Studies show there’s a type of complaining that actually brings you closer.

We’ve all heard how complaining is bad for us and our relationships. But damn, not complaining isn’t easy. Fortunately, new research suggests there’s a type of complaining that’s not only common in most relationships, it’s essential!

How did complaining get such a bad reputation in the first place?

Back in 2002 a study found that people who engage in “extensively discussing and revisiting problems, speculating about problems, and focusing on negative feelings” report destructive thoughts and even depression. Since then, not complaining has been overwhelmingly viewed as the only way to maintain a healthy relationship.

Additional studies have also backed up this theory. “Co-rumination,” which is basically a fancy term for excessively focusing on problems and negative feelings, has been linked to significant increases in the stress hormone known as cortisol, and even binge drinking in college students.

But guess what? Recent studies show there’s ONE type of complaining that’s an important component of close relationships.

According to Julia Case-Levine of Quartz, “studies have found that co-rumination is present in — and essential to — most close relationships. In fact, co-rumination strengthens friendships.”

So how does one build a strong relationship, while avoiding the type of complaining that has nasty affects on mental health? It all comes down to how you’re complaining. Apparently, the key is to avoid “co-brooding” and instead engage in “co-reflection.”

Co-brooding is where the focus of your conversation is discussing problems in a passive way and wishing things had just somehow turned out differently.

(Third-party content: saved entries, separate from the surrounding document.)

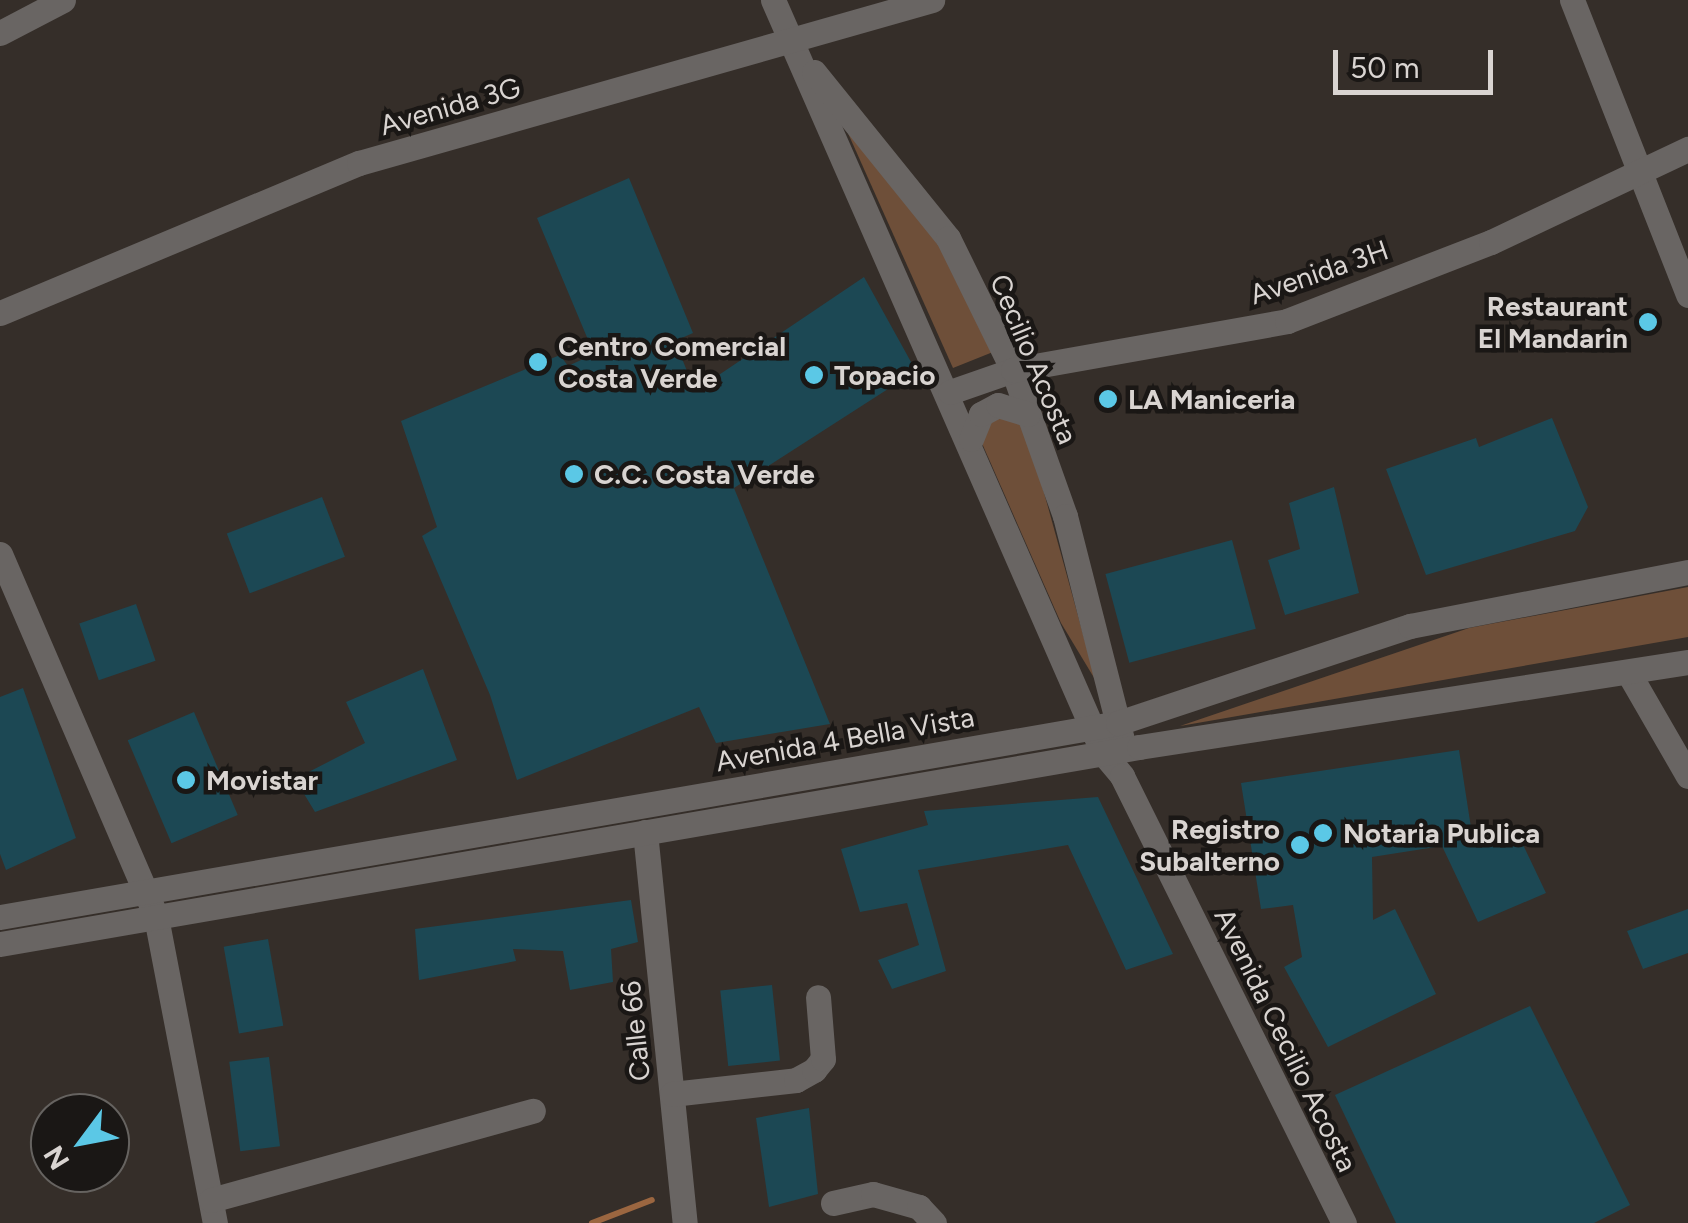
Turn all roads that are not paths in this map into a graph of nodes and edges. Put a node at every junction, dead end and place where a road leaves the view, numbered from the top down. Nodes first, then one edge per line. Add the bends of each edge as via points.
1 (64, 0) edge
2 (760, 0) edge
3 (773, 0) edge
4 (932, 0) edge
5 (1572, 0) edge
6 (0, 34) edge
7 (790, 42) junction
8 (1688, 149) edge
9 (1640, 174) junction
10 (1688, 296) edge
11 (0, 314) edge
12 (1013, 370) junction
13 (950, 392) junction
14 (1028, 414) junction
15 (971, 439) junction
16 (0, 554) edge
17 (1688, 572) edge
18 (1688, 662) edge
19 (1628, 672) junction
20 (1118, 723) junction
21 (1092, 728) junction
22 (1114, 751) junction
23 (1688, 776) edge
24 (646, 832) junction
25 (146, 892) junction
26 (0, 917) edge
27 (156, 917) junction
28 (0, 944) edge
29 (818, 997) dead end
30 (672, 1094) junction
31 (533, 1111) dead end
32 (833, 1203) dead end
33 (213, 1212) edge
34 (1342, 1222) edge
35 (685, 1223) edge
36 (934, 1223) edge

1 - 6 street
2 - 7 street
3 - 7 street, Cecilio Acosta
4 - 7 street, Avenida 3G
5 - 9 street
7 - 11 street, Avenida 3G via 359,163
7 - 12 street, Cecilio Acosta via 948,238
7 - 13 street, Cecilio Acosta
8 - 9 street, Avenida 3H
9 - 10 street
9 - 12 street, Avenida 3H via 1491,242 1287,320
12 - 13 street, Avenida 3H
12 - 14 street, Cecilio Acosta
13 - 15 street, Cecilio Acosta
14 - 15 street via 998,405 981,414
14 - 20 street, Cecilio Acosta via 1065,516
15 - 21 street, Cecilio Acosta
16 - 25 street
17 - 20 street, Avenida 4 Bella Vista via 1410,626
18 - 19 street, Avenida 4 Bella Vista
19 - 22 street, Avenida 4 Bella Vista
19 - 23 street
20 - 21 street, Avenida 4 Bella Vista
20 - 22 street, Cecilio Acosta
21 - 22 street, Cecilio Acosta
21 - 25 street, Avenida 4 Bella Vista
22 - 24 street, Avenida 4 Bella Vista
22 - 34 street, Avenida Cecilio Acosta
24 - 27 street, Avenida 4 Bella Vista
24 - 30 street, Calle 66
25 - 26 street, Avenida 4 Bella Vista
25 - 27 street
27 - 28 street, Avenida 4 Bella Vista
27 - 33 street
29 - 30 street via 823,1059 814,1070 796,1080
30 - 35 street, Calle 66
31 - 33 street
32 - 36 street via 874,1194 919,1207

Whereas co-reflection involves “speculating about specific elements of a problem in order to gain a greater understanding of the situation.” Additionally, co-reflecting helps us find solutions to our problems, and allows us to help “prevent the negative event from occurring in the future.”

Margot Bastin of the University of Leuven in Belgium explains that “if you are focusing on the feelings of how bad you feel and the potential consequences in a passive way, then it’s very bad. But if people are more focused on trying to grasp what’s happened to gain insight then it might actually be a very good thing.”

So basically, co-reflecting is active, solution focused and essential to building a strong relationship. On the flip side, passively co-brooding should be avoided at all costs.

And there you have it: Science proves there is a healthy way to talk shit with your friends — just make sure you’re focusing on solutions and learning from your struggles.